• _YOUR ASSIGNMENT_
Reproduce the data below exactly as written. Pictures do not belong in the copy.

<<<<

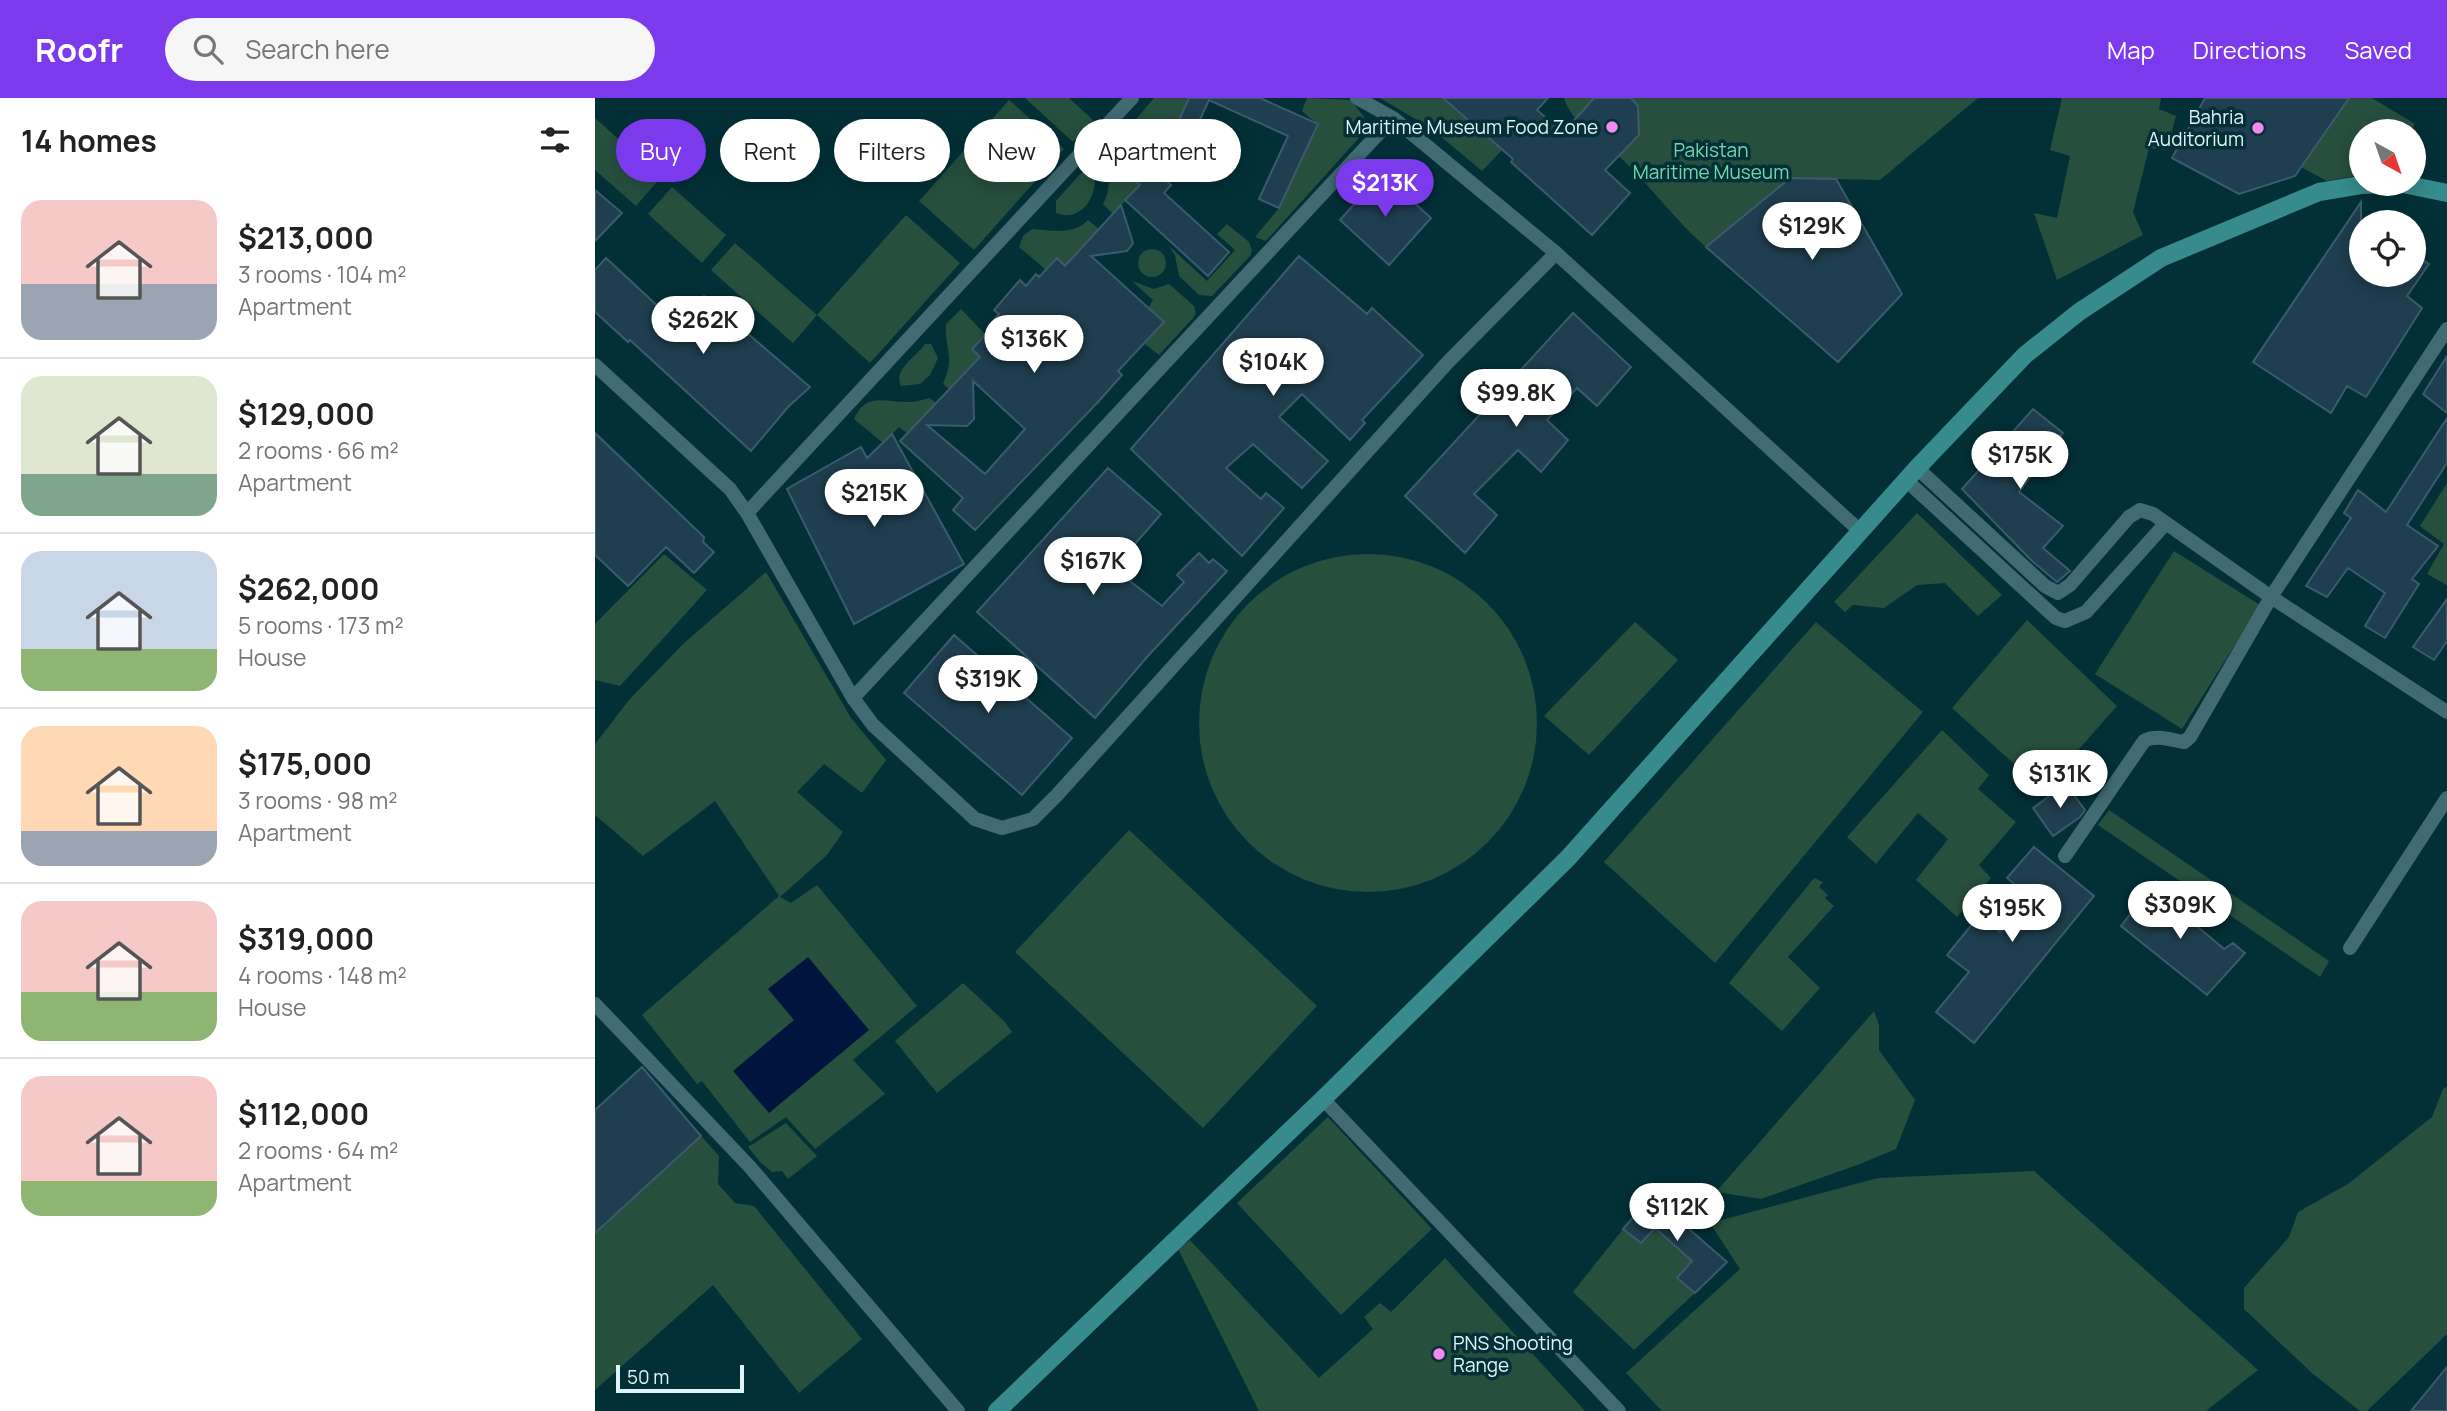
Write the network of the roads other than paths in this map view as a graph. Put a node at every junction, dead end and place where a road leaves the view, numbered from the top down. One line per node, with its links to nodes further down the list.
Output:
1 (1132, 98): 11 (street)
2 (1357, 98): 3 (street)
3 (1393, 118): 7 (street); 15 (street)
4 (2349, 187): 10 (street)
5 (2426, 188): 6 (street)
6 (2447, 192)
7 (1556, 253): 13 (street); 15 (street)
8 (2447, 329): 14 (street)
9 (595, 365): 11 (street)
10 (1911, 474): 12 (street); 12 (street); 13 (street)
11 (747, 513): 15 (street)
12 (2166, 523): 14 (street)
13 (1860, 531): 21 (street)
14 (2271, 597): 16 (street); 18 (street)
15 (853, 698)
16 (2447, 712)
17 (2447, 798): 19 (street)
18 (2065, 856)
19 (2350, 948)
20 (595, 1004): 22 (street)
21 (1323, 1099): 23 (street); 24 (street)
22 (958, 1411)
23 (997, 1411)
24 (1619, 1411)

>>>>

• _RESULT FOR THIS EXERCISE_
Write the network of the roads other than paths in this map view as a graph. Put a node at every junction, dead end and place where a road leaves the view, numbered from the top down. One line per node, with its links to nodes further down the list.
Output:
1 (1132, 98): 11 (street)
2 (1357, 98): 3 (street)
3 (1393, 118): 7 (street); 15 (street)
4 (2349, 187): 10 (street)
5 (2426, 188): 6 (street)
6 (2447, 192)
7 (1556, 253): 13 (street); 15 (street)
8 (2447, 329): 14 (street)
9 (595, 365): 11 (street)
10 (1911, 474): 12 (street); 12 (street); 13 (street)
11 (747, 513): 15 (street)
12 (2166, 523): 14 (street)
13 (1860, 531): 21 (street)
14 (2271, 597): 16 (street); 18 (street)
15 (853, 698)
16 (2447, 712)
17 (2447, 798): 19 (street)
18 (2065, 856)
19 (2350, 948)
20 (595, 1004): 22 (street)
21 (1323, 1099): 23 (street); 24 (street)
22 (958, 1411)
23 (997, 1411)
24 (1619, 1411)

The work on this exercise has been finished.